Against Queer Normalcy: what Valerie Solanas can teach us about embracing transgression
Lessons from a radical lesbian feminist.
In discovering the queer canon, one encounters icons aplenty whose dignity in the face of the adversity is their claim to heroism. It is obviously convenient for the symbols of mainstream queerness to be victims who bore their hardships stoically, but there is so much more to queer history than martyrdom. The western world’s celebrated ‘normative’ queerness pushes us toward heteropatriarchy: nuclear family structures, monogamy, and aspirations to wealth, in an effort to discourage resistance to the capitalist hegemony that it reinforces.
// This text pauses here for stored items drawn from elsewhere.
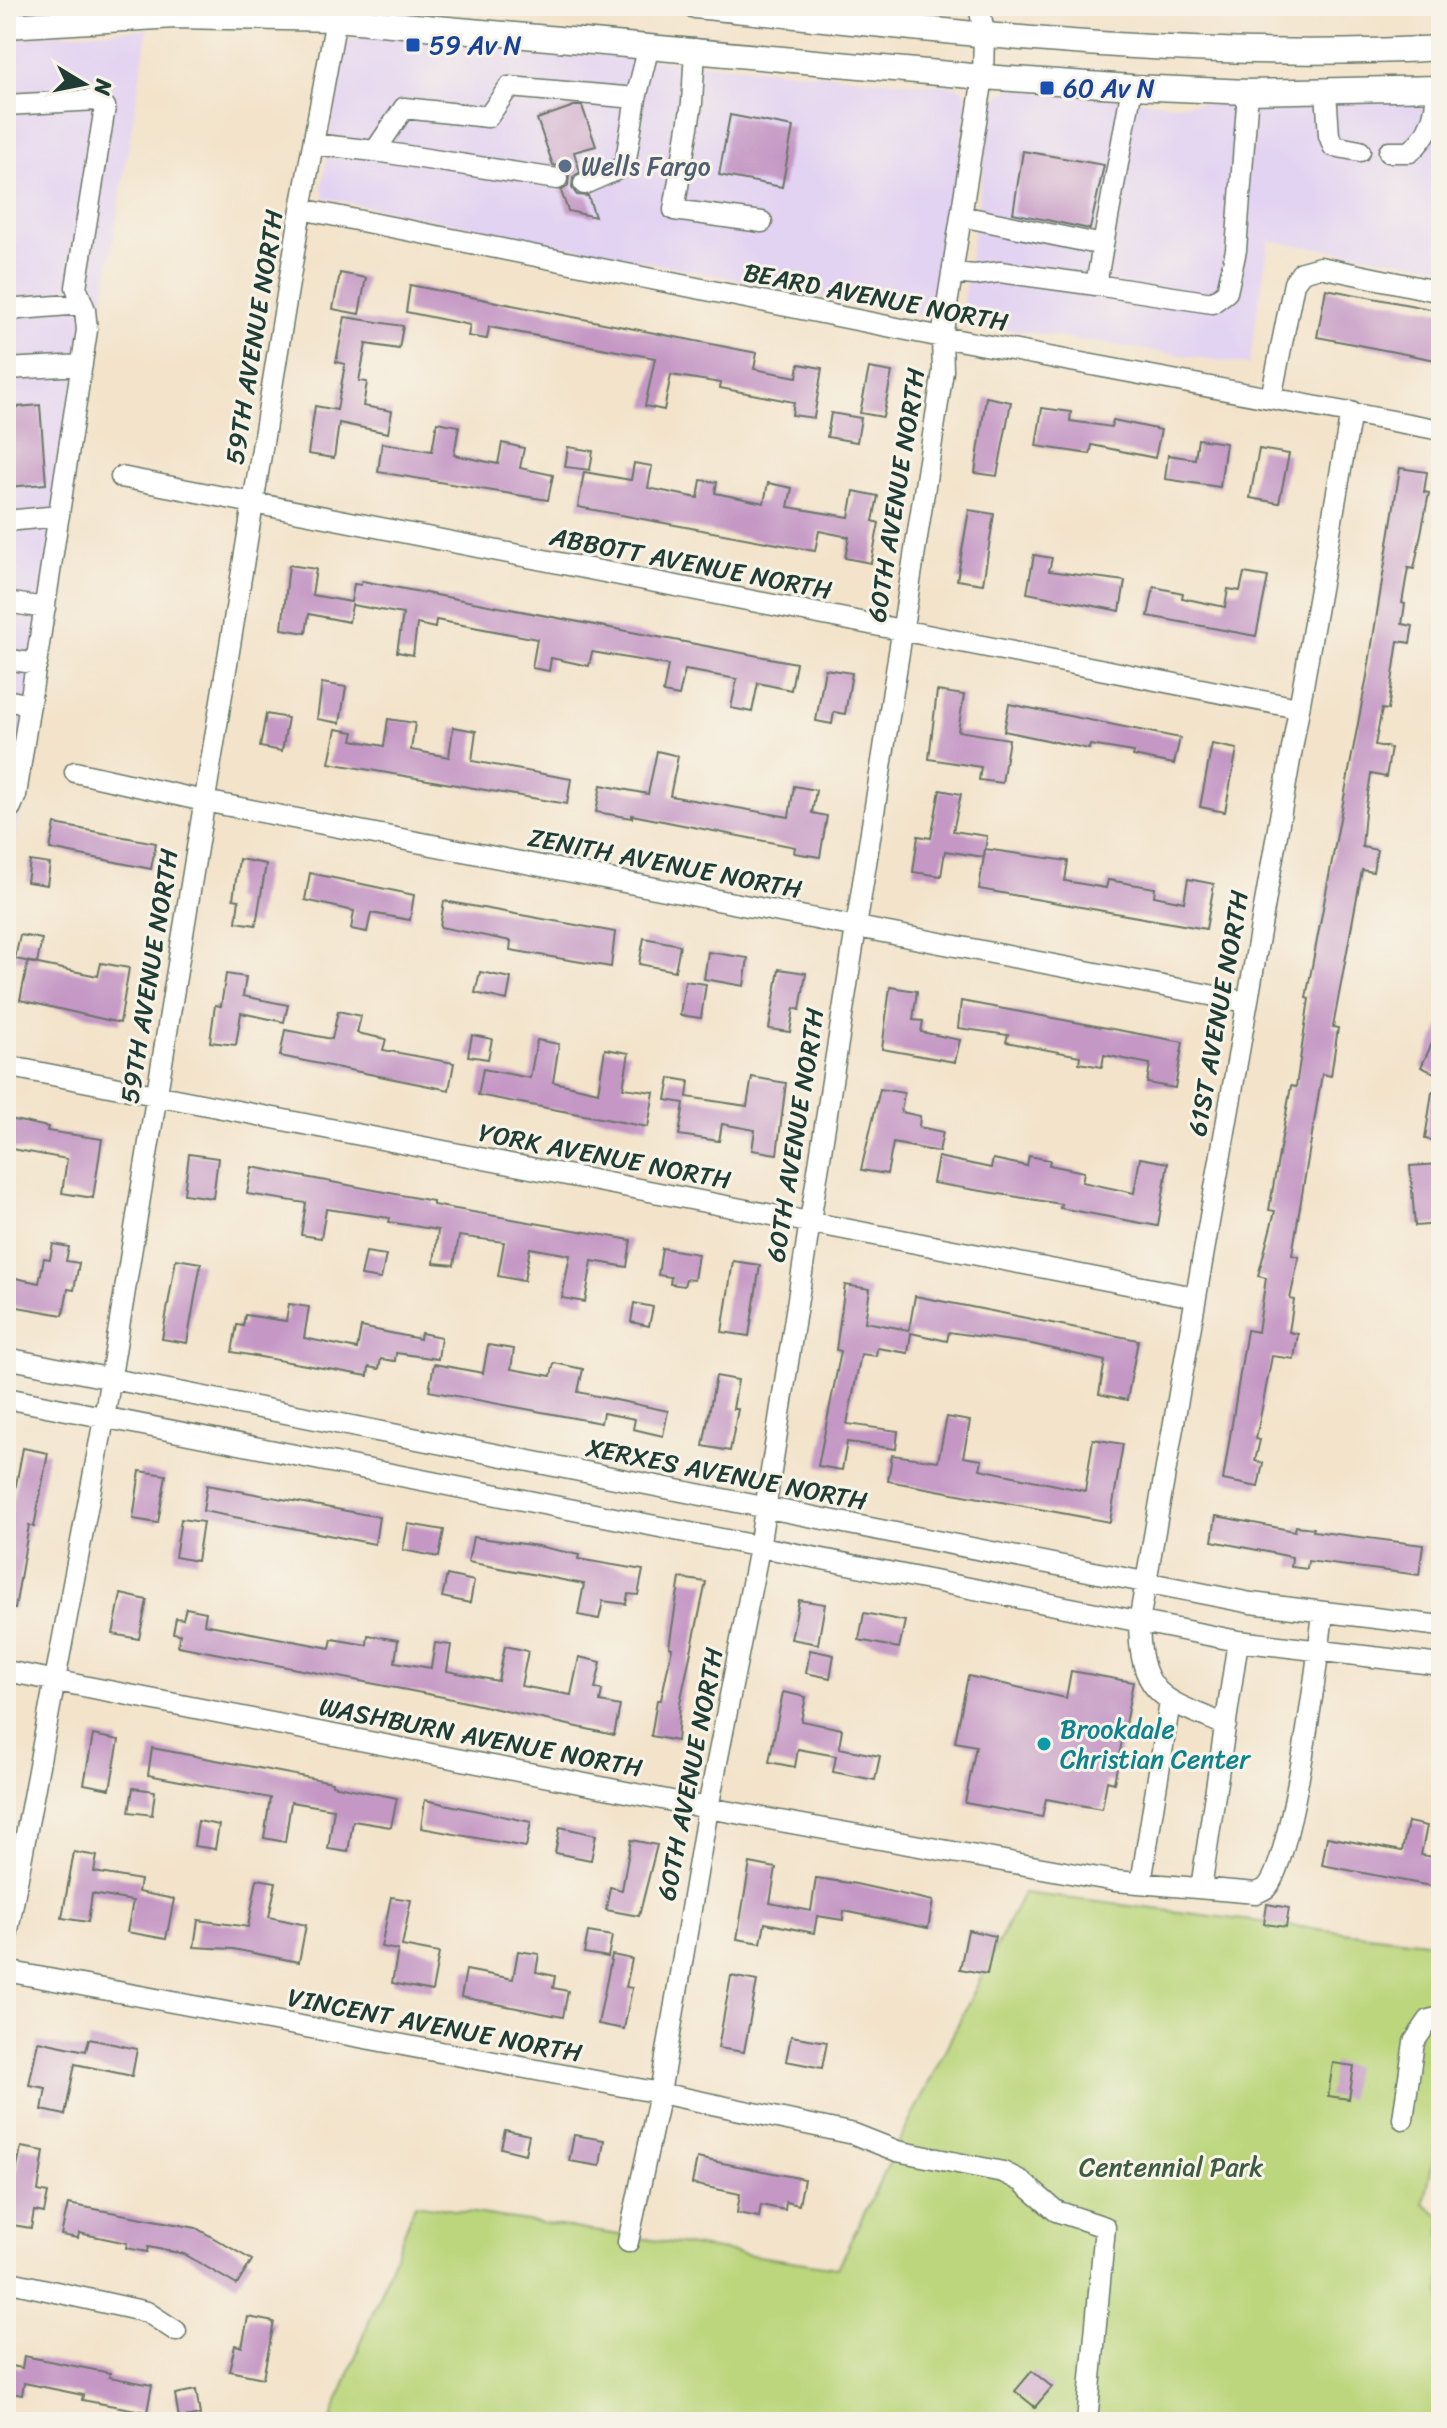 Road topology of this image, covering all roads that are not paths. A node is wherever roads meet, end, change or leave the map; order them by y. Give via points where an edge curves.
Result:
1 (695, 6) edge
2 (979, 6) edge
3 (336, 19) junction
4 (6, 26) edge
5 (984, 32) junction
6 (649, 46) junction
7 (1441, 48) edge
8 (695, 49) junction
9 (983, 77) junction
10 (1132, 87) junction
11 (1439, 89) edge
12 (1248, 92) junction
13 (1326, 92) junction
14 (636, 98) junction
15 (6, 105) edge
16 (313, 144) junction
17 (375, 151) junction
18 (1360, 151) dead end
19 (1389, 152) dead end
20 (557, 179) dead end
21 (584, 184) dead end
22 (301, 209) junction
23 (961, 216) junction
24 (762, 222) dead end
25 (1103, 245) junction
26 (952, 273) junction
27 (1096, 285) junction
28 (1441, 292) edge
29 (82, 304) junction
30 (6, 310) edge
31 (942, 337) junction
32 (82, 365) junction
33 (6, 369) edge
34 (1271, 398) junction
35 (1351, 412) junction
36 (1441, 430) edge
37 (121, 477) dead end
38 (252, 505) junction
39 (59, 516) junction
40 (6, 521) edge
41 (6, 602) edge
42 (45, 608) junction
43 (901, 631) junction
44 (6, 659) edge
45 (37, 664) junction
46 (6, 700) edge
47 (30, 705) junction
48 (1298, 708) junction
49 (75, 772) dead end
50 (204, 801) junction
51 (6, 809) edge
52 (855, 926) junction
53 (1246, 1002) junction
54 (6, 1066) edge
55 (155, 1095) junction
56 (808, 1222) junction
57 (1194, 1297) junction
58 (6, 1358) edge
59 (109, 1379) junction
60 (6, 1398) edge
61 (104, 1419) junction
62 (764, 1507) junction
63 (759, 1548) junction
64 (1147, 1582) junction
65 (1323, 1613) junction
66 (1139, 1622) junction
67 (1441, 1626) edge
68 (1238, 1641) junction
69 (1319, 1651) junction
70 (1441, 1665) edge
71 (6, 1671) edge
72 (54, 1681) junction
73 (1170, 1702) junction
74 (1226, 1725) junction
75 (708, 1808) junction
76 (1141, 1883) junction
77 (1201, 1888) junction
78 (6, 1941) edge
79 (6, 1971) edge
80 (1441, 2017) edge
81 (660, 2093) junction
82 (1403, 2119) dead end
83 (628, 2242) dead end
84 (6, 2281) edge
85 (176, 2331) dead end
86 (1087, 2422) edge

1 - 5 main road
2 - 5 street, 60TH AVENUE NORTH
3 - 4 main road via 175,16
3 - 6 main road
3 - 16 street, 59TH AVENUE NORTH
5 - 7 main road via 1262,52
5 - 9 street, 60TH AVENUE NORTH
6 - 8 main road
6 - 14 street
8 - 9 main road
8 - 24 street via 692,103 674,210
9 - 10 main road
9 - 23 street, 60TH AVENUE NORTH
10 - 12 main road
10 - 25 street
11 - 13 main road
11 - 19 street via 1431,125 1410,152
12 - 13 main road
12 - 27 street via 1236,250 1227,292 1212,303
13 - 18 street via 1333,146
14 - 17 street via 509,87 488,117 404,108
14 - 21 street via 625,166
15 - 29 street via 97,100 105,107 76,287
16 - 17 street
16 - 22 street, 59TH AVENUE NORTH
17 - 20 street
22 - 31 street, BEARD AVENUE NORTH
22 - 38 street, 59TH AVENUE NORTH
23 - 25 street
23 - 26 street, 60TH AVENUE NORTH
25 - 27 street
26 - 27 street via 1000,272
26 - 31 street, 60TH AVENUE NORTH
28 - 34 street via 1343,269 1302,272 1294,283
29 - 30 street
29 - 32 street via 87,330
31 - 34 street, BEARD AVENUE NORTH
31 - 43 street, 60TH AVENUE NORTH via 943,371
32 - 33 street
32 - 39 street
34 - 35 street, BEARD AVENUE NORTH
35 - 36 street, BEARD AVENUE NORTH
35 - 48 street, 61ST AVENUE NORTH
37 - 38 street, ABBOTT AVENUE NORTH
38 - 43 street, ABBOTT AVENUE NORTH
38 - 50 street, 59TH AVENUE NORTH
39 - 40 street
39 - 42 street
41 - 42 street
42 - 45 street
43 - 48 street, ABBOTT AVENUE NORTH
43 - 52 street, 60TH AVENUE NORTH
44 - 45 street
45 - 47 street
46 - 47 street
47 - 51 street via 16,795
48 - 53 street, 61ST AVENUE NORTH
49 - 50 street, ZENITH AVENUE NORTH
50 - 52 street, ZENITH AVENUE NORTH
50 - 55 street, 59TH AVENUE NORTH
52 - 53 street, ZENITH AVENUE NORTH
52 - 56 street, 60TH AVENUE NORTH
53 - 57 street, 61ST AVENUE NORTH
54 - 55 street, YORK AVENUE NORTH
55 - 56 street, YORK AVENUE NORTH
55 - 59 street, 59TH AVENUE NORTH
56 - 57 street, YORK AVENUE NORTH
56 - 62 street, 60TH AVENUE NORTH
57 - 64 street, 61ST AVENUE NORTH
58 - 59 street, XERXES AVENUE NORTH
59 - 61 street, 59TH AVENUE NORTH
59 - 62 street, XERXES AVENUE NORTH
60 - 61 street
61 - 63 street
61 - 72 street, 59TH AVENUE NORTH
62 - 63 street, 60TH AVENUE NORTH
62 - 64 street, XERXES AVENUE NORTH
63 - 66 street
63 - 75 street, 60TH AVENUE NORTH
64 - 65 street, XERXES AVENUE NORTH
64 - 66 street, 61ST AVENUE NORTH
65 - 67 street, XERXES AVENUE NORTH
65 - 69 street
66 - 68 street
66 - 73 street, 61ST AVENUE NORTH via 1140,1659 1153,1686
68 - 69 street
68 - 74 street
69 - 70 street
69 - 77 street, WASHBURN AVENUE NORTH via 1300,1776 1268,1887 1256,1893
71 - 72 street, WASHBURN AVENUE NORTH
72 - 75 street, WASHBURN AVENUE NORTH
72 - 78 street, 59TH AVENUE NORTH
73 - 74 street
73 - 76 street
74 - 77 street
75 - 76 street, WASHBURN AVENUE NORTH
75 - 81 street, 60TH AVENUE NORTH
76 - 77 street, WASHBURN AVENUE NORTH
79 - 81 street, VINCENT AVENUE NORTH
80 - 82 street via 1429,2020 1414,2042
81 - 83 street, 60TH AVENUE NORTH
81 - 86 street, VINCENT AVENUE NORTH via 1003,2172 1056,2211 1105,2227
84 - 85 street via 147,2312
But the queer history that we should be celebrating is radical, trangressive, perverse—anything but socially acceptable. The path to our happy ‘normal’ status has been paved by these radicals, particularly the most vulnerable of our communities, and overwhelming by the working classes, despite what rainbow capitalists want you to think.
One such radical is lesbian feminist Valerie Solanas (1936–1988), who purported exactly opposite tactics to the proponents of assimilation. In her rather short but remarkable life, Solanas completed a degree in psychology, worked as a sex worker, shot Andy Warhol, and wrote, mostly plays and essays. While the attempt on Warhol’s life was a more outrageous event at the time, the SCUM Manifesto has—in my opinion—had a farther-reaching, more lasting impact.
Solanas’ SCUM Manifesto is a socially disruptive, disestablishmentarian work that does not pander to heteronormativity at all, but rather advocates revolutionary misandry. Her irreverent but incisive call to arms begins thus, going straight for the jugular: “Life in this society being, at best, an utter bore and no aspect of society being at all relevant to women, there remains to civic-minded, responsible, thrill-seeking females only to overthrow the government, eliminate the money system, institute complete automation and destroy the male sex.”
Solanas speaks to a queer pipe-dream of a patriarchy-less existence, and recognises the capitalist labour-selling system as collaboratory in the patriarchal repression that she is subject to as a queer woman. Her remarks only become more incendiary as the piece progresses. She inverts the bigoted frameworks of biology and sociology that are usually weaponised against women, queer, and non-white people, and applies them to cishet men, describing them as ‘walking abortions’ due to the makeup of their chromosomes. Solanas employs the pseudo-scientific terminology reminiscent of that of eugenicists and other male supremacists in western academia, which has been traditionally used to justify the control and infantilisation of marginalised groups, thereby holding their judgements up to a mirror by which they may be examined. Solanas’ conception of transness consequently leaves much to be desired—the references to ‘drag queens’ are obviously deeply problematic. Her brazen characterisation of cis male inferiority as a biological issue targets the irony of the acceptability of a misogyny; it cloaks itself in rationality, while the hypothetically equivalent misandry is considered the domain of the insane. Thus, while I do not think all of the manifesto should be taken literally, it clearly contains paralysing societal truths grounded in the experiences of its author.
Valerie’s method of revealing her ideas is important as well. She does not shy away from the visceral emotionality usually weaponised as a weakness against non-men. Nor does she attempt to rationally engage with the concerns of patriarchy, revealing that these structures have been set up specifically to pathologise and ostracise her experiences. Her disdain for men, her desire to burn the system to the ground, her queerness, aren’t palatable, and she would never be able to reconcile these aspects of herself with the society she was forced to participate in, so she rejected the premise of that society altogether. So much of contemporary discourse about queer issues centres a desire for ‘normalcy’, and enshrines progress that gives us the ability to assimilate into society, without recognising that it was built to exclude us. The more comfortable we become with the idea that queerness is defined by its deviancy, the closer we will be to actual liberation. As queer people, we shouldn’t be trying to convince the cishet world that we are ‘just like them.’ This limits queerness to an internal experience of sexual preference or gender identity, rather than one of a materially marginal existence in disjuncture to the marriage-baby-retirement model. Identity is not the reason queer people are subject to violence; it is the threat that we pose to the capitalist hegemony, of which the nuclear family is a foundational constituent. Being accepted as rule-abiding queers should not be our goal, for it will only erode the radical spirit that encouraged us to take to the streets and convince the world to embrace us in the first place.

Valerie’s manifesto satisfies the craving to lash out, to burn, to fuck up, and to exist outside of the patriarchal policing of women, queer people, and other marginalised groups. Now more than ever, as queerness becomes branded, corporatised, and monetised, we have to protect the uniqueness of our communities by rejecting this gentrification, or risk our freedom slipping ever farther from our grasp. The queer experience will always be transgressive; in embracing this fact we hold our true, collective, revolutionary power.